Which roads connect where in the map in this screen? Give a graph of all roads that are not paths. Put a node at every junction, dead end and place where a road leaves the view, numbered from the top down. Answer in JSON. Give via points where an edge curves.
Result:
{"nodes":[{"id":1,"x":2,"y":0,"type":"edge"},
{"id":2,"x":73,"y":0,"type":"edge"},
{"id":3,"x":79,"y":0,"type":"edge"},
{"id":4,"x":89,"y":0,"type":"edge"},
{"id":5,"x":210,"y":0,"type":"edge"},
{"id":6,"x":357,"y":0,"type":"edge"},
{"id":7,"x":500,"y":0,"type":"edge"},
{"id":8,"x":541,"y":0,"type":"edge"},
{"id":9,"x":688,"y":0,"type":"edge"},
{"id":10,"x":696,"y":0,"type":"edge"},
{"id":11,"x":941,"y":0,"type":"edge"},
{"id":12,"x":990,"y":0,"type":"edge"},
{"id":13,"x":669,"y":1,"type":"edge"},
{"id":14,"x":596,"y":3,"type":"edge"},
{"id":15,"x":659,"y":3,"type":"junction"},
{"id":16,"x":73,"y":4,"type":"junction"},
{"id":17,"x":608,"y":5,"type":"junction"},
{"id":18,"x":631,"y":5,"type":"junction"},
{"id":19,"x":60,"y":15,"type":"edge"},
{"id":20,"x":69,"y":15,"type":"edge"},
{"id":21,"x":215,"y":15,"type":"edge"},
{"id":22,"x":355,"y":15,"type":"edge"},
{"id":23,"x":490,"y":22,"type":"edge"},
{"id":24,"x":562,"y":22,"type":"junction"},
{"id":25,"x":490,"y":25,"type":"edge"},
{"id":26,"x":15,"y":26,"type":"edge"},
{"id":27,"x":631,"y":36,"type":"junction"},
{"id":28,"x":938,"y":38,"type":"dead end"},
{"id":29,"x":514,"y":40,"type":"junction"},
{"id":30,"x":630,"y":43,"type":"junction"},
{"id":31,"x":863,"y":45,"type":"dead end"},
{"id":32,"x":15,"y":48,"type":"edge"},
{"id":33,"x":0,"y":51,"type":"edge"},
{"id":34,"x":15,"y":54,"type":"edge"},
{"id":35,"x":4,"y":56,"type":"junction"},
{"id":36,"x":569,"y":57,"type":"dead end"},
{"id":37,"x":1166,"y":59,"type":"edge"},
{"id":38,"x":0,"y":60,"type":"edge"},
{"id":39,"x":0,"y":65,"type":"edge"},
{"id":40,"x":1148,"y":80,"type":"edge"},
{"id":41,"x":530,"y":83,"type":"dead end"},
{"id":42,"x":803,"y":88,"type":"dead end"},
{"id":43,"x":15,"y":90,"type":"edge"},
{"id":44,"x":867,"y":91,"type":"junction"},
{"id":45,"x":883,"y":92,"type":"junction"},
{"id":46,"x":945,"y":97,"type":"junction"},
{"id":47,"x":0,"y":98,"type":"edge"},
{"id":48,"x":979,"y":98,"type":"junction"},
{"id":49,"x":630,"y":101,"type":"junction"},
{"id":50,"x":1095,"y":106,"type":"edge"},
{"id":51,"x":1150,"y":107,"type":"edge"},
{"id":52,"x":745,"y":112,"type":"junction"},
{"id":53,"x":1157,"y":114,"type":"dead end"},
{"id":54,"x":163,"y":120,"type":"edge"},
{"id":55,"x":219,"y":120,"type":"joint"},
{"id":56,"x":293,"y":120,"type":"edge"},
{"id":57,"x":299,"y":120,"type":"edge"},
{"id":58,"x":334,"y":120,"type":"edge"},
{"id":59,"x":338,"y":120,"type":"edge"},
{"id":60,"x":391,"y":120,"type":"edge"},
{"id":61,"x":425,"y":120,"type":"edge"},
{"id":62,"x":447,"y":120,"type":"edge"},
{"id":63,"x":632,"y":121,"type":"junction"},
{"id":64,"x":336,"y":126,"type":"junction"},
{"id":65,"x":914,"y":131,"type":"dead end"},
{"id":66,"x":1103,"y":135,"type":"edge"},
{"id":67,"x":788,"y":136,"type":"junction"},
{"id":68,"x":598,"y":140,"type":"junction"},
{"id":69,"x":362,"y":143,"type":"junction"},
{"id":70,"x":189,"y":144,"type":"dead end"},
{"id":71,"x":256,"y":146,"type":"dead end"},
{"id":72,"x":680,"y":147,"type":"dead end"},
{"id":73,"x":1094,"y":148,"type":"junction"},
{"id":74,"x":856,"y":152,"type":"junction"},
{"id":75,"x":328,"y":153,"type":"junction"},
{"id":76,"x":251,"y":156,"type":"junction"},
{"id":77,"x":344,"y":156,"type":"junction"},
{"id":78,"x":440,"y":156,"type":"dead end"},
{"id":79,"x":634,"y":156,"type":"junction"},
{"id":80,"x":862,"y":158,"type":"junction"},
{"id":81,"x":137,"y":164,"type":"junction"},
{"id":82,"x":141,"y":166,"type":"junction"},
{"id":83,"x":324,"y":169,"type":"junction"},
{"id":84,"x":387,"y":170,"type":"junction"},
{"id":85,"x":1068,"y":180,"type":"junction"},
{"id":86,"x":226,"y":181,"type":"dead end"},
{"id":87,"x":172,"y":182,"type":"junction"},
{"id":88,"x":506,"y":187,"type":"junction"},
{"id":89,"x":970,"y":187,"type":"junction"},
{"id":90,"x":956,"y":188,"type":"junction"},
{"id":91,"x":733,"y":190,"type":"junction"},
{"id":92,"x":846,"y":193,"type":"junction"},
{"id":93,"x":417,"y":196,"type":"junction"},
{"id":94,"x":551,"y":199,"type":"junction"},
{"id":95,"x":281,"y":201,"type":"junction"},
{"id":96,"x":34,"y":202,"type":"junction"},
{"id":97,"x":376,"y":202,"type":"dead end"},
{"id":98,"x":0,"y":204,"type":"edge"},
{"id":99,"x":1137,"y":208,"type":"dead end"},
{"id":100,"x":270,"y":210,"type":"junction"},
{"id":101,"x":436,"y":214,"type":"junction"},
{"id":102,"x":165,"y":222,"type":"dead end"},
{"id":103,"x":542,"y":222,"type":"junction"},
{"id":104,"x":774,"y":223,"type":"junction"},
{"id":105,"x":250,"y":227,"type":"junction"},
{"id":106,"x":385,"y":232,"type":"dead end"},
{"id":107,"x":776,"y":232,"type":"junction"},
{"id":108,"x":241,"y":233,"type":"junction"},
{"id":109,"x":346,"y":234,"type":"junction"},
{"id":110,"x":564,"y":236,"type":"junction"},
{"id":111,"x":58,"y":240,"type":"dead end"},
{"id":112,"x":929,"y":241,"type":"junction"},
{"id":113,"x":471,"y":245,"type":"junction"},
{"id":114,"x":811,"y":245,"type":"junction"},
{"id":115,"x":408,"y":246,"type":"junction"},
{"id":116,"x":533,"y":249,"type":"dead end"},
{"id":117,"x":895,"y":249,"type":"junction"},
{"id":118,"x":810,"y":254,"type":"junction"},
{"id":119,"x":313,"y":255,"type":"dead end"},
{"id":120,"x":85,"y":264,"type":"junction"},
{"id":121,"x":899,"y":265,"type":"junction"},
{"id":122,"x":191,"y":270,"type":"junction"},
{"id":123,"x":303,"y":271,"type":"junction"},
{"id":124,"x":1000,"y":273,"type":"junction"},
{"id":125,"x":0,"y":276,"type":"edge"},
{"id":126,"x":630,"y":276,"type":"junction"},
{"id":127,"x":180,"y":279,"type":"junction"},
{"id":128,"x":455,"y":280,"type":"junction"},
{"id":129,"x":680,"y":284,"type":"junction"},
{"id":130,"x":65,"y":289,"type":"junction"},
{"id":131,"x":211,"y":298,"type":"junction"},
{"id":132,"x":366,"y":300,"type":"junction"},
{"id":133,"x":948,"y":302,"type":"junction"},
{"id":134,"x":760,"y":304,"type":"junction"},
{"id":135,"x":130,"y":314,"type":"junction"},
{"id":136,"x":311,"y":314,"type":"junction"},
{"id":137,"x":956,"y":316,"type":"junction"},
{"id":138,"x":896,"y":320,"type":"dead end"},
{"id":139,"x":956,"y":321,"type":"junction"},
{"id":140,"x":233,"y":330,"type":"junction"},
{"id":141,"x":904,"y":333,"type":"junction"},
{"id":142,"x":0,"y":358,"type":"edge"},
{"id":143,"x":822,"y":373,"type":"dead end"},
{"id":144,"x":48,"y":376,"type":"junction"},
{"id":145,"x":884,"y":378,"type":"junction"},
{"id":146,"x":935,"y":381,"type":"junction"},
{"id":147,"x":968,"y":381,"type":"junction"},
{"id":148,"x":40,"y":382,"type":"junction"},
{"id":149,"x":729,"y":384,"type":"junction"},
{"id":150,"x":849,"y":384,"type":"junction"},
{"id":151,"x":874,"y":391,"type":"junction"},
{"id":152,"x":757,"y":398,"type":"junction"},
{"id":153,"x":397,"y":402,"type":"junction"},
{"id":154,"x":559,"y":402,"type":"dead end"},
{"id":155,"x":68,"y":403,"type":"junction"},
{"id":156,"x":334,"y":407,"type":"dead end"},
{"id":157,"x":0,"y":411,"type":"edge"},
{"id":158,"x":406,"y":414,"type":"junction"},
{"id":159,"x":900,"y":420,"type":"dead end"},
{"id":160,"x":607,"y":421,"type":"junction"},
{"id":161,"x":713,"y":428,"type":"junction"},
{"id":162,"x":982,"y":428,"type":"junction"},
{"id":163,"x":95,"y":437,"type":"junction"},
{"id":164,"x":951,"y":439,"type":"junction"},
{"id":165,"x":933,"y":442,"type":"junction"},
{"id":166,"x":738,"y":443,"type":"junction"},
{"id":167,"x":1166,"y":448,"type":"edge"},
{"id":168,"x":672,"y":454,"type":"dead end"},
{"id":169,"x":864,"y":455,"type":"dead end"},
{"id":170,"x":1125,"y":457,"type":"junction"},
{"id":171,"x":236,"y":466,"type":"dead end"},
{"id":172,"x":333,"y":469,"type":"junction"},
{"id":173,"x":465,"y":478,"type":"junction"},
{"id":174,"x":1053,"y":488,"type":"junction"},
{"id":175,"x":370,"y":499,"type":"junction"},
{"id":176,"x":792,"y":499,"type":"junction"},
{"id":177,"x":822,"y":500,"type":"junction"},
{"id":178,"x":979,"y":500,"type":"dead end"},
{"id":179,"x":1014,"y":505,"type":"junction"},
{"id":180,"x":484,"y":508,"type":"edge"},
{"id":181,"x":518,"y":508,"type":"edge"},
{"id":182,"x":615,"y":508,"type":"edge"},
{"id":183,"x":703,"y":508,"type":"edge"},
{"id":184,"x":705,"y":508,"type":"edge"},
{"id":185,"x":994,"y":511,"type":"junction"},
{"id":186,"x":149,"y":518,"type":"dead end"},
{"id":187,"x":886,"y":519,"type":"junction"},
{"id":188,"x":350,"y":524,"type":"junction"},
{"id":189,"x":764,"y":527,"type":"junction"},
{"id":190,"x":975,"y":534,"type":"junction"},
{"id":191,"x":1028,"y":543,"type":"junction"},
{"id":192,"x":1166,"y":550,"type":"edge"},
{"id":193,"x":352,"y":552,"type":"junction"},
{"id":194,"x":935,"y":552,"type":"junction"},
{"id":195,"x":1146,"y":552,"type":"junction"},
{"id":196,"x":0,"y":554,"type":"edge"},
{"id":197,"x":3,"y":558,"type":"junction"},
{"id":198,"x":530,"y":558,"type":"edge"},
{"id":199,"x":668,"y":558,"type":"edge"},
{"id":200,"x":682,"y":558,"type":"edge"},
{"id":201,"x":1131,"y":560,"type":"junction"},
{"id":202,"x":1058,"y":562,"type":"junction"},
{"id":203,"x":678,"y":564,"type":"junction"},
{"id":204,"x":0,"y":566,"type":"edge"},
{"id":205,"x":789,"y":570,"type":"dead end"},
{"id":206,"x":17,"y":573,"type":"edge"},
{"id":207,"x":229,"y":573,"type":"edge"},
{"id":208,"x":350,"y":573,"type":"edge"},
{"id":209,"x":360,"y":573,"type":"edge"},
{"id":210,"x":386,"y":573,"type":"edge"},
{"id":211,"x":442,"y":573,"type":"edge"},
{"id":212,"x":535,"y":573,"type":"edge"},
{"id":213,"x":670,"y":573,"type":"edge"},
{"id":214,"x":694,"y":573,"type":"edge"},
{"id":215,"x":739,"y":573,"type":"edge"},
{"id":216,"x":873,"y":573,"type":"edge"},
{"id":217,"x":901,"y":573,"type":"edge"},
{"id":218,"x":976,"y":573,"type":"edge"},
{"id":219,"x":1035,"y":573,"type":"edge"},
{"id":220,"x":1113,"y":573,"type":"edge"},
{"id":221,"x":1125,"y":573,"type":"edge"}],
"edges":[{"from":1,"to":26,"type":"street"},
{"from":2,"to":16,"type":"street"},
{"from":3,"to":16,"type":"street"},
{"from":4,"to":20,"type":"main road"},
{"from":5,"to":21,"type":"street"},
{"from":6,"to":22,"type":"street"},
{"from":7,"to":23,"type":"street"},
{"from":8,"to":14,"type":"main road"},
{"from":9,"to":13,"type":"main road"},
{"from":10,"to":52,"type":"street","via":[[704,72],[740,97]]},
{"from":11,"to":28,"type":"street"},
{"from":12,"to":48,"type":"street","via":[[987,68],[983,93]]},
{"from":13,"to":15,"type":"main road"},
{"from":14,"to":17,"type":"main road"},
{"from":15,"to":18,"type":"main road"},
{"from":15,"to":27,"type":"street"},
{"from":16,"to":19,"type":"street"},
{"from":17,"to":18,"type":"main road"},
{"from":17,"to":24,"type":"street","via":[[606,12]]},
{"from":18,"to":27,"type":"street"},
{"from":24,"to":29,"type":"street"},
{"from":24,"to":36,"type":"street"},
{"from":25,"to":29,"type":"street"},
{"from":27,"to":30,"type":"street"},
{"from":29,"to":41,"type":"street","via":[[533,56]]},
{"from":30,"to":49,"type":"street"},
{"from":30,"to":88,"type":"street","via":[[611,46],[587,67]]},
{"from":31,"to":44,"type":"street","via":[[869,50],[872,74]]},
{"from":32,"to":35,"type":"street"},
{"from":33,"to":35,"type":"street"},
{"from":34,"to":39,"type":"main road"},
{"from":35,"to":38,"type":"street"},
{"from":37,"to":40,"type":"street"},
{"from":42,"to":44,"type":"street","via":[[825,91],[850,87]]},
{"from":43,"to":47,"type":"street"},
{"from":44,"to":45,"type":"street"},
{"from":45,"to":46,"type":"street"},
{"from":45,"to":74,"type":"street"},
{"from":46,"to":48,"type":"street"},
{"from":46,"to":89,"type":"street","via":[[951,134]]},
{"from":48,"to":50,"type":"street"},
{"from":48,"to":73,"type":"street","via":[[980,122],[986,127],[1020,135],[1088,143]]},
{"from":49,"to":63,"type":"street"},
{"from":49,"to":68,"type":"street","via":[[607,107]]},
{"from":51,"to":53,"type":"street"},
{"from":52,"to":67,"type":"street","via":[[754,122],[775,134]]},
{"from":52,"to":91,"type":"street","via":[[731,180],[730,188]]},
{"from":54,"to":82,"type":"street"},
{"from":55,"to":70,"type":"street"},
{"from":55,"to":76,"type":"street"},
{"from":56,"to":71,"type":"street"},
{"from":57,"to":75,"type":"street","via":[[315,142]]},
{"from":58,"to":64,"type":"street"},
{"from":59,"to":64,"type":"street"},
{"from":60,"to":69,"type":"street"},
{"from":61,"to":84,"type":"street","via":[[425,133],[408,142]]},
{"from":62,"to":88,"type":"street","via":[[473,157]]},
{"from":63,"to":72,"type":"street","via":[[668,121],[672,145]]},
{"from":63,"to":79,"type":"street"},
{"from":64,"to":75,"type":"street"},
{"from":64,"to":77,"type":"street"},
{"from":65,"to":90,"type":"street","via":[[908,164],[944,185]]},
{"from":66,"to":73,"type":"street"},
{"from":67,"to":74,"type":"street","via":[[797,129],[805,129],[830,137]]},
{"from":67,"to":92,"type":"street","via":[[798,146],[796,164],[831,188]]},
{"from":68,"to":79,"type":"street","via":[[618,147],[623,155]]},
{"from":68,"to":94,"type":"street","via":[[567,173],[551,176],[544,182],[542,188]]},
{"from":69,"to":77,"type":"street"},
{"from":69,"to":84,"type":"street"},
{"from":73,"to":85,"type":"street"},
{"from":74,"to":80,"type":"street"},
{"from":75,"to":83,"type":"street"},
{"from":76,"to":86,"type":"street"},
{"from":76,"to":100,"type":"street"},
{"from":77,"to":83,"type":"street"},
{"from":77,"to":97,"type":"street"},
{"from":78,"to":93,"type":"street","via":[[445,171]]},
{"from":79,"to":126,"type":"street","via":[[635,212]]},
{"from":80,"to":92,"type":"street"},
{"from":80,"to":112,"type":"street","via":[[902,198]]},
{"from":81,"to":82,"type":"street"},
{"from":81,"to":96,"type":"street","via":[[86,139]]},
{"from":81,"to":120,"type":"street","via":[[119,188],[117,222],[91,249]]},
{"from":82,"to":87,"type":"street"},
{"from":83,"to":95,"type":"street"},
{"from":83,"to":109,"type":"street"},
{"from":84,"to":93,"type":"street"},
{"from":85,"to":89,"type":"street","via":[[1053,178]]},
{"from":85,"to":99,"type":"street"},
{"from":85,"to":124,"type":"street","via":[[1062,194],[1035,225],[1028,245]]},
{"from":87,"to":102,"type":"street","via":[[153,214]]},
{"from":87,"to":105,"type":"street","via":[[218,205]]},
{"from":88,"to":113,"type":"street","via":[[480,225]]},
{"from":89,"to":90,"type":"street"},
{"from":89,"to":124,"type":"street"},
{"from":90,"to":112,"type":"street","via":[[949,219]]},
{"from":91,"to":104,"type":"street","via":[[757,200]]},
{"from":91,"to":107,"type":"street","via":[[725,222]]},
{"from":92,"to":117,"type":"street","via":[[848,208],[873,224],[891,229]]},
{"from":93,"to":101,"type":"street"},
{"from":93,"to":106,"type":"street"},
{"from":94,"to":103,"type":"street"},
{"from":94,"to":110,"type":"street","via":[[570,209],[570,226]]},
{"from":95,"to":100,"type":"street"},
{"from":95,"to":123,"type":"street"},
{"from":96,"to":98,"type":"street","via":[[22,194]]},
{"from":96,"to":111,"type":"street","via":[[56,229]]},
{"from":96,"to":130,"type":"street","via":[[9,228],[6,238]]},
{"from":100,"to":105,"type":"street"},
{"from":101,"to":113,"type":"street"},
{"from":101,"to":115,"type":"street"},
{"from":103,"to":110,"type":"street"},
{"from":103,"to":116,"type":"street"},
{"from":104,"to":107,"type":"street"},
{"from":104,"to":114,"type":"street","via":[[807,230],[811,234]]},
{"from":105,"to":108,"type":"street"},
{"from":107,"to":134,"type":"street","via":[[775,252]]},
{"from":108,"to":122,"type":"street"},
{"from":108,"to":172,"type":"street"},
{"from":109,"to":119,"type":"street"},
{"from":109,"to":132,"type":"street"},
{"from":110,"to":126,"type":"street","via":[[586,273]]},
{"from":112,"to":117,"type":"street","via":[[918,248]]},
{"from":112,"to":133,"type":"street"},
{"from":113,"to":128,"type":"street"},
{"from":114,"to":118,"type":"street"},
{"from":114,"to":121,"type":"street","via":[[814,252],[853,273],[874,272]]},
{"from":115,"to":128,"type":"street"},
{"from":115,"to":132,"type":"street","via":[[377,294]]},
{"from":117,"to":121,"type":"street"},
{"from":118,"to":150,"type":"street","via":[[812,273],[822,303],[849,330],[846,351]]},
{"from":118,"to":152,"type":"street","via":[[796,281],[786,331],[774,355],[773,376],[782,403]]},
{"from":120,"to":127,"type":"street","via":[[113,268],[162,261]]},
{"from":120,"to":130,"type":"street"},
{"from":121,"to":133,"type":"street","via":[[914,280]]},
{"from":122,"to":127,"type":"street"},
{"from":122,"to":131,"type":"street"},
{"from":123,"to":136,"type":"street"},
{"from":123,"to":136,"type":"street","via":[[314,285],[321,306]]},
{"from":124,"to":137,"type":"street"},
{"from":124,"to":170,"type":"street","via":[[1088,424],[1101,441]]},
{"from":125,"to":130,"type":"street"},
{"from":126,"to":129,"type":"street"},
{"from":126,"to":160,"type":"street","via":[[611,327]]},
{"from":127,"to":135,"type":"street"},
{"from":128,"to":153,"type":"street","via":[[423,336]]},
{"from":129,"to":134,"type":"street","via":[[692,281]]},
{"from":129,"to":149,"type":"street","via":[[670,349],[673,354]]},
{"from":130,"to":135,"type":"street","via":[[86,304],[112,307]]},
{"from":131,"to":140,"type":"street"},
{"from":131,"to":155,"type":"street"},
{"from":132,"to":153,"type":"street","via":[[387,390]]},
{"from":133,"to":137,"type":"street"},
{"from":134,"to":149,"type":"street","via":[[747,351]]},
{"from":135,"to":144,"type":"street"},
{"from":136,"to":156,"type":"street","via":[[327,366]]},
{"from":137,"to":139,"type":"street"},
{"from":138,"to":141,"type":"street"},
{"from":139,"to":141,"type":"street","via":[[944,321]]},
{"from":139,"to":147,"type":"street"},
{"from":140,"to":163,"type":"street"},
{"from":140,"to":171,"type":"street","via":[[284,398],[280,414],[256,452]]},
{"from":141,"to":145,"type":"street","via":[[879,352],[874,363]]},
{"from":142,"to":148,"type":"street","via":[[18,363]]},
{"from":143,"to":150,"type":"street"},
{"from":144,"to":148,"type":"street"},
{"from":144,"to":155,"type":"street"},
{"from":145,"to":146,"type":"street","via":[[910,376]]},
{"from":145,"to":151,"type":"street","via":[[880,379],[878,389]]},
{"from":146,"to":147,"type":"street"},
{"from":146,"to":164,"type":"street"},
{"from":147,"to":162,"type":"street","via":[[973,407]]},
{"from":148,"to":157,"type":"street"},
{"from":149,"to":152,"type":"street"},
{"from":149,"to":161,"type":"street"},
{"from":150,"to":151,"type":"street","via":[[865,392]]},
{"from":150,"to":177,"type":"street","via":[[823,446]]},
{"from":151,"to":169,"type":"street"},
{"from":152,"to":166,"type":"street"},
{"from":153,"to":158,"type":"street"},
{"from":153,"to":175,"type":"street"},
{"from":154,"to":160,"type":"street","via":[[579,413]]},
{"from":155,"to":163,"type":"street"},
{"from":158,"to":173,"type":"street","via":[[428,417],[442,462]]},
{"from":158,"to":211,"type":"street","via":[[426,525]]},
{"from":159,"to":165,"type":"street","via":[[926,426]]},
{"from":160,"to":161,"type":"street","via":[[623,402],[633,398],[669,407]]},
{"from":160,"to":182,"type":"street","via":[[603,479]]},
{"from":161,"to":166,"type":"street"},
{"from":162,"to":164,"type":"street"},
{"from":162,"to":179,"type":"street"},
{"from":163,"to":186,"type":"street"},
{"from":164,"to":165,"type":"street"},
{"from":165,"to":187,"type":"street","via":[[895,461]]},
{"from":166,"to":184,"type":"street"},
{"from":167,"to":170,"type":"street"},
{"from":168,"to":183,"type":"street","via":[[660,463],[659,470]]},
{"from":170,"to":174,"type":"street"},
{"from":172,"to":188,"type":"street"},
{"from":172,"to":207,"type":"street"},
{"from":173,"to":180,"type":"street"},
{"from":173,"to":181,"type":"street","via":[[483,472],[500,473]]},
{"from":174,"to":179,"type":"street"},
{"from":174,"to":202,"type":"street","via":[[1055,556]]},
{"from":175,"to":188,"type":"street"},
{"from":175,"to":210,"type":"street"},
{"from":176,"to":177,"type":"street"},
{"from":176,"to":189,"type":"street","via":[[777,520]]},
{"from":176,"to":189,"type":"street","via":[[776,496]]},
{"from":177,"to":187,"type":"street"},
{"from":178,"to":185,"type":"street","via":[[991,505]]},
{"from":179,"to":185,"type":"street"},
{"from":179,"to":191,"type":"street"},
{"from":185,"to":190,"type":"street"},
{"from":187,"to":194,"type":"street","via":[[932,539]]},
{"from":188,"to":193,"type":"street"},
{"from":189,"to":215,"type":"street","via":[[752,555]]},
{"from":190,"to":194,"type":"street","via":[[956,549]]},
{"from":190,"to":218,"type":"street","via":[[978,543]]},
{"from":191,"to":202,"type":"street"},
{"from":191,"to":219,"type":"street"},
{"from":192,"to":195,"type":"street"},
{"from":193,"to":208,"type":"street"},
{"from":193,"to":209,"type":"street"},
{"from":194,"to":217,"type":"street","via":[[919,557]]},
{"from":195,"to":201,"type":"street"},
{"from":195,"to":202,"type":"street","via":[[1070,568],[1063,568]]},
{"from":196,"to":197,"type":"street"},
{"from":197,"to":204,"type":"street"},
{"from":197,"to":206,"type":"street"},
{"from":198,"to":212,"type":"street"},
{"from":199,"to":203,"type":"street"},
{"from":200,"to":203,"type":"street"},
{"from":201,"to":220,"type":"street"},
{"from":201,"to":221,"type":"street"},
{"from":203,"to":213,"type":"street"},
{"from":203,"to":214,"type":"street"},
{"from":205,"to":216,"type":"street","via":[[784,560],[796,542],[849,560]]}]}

# Directions for this task
Using the material above, please count the lines in which the word "road" occurs and give the number with nothing added.

# Solution for this problem
9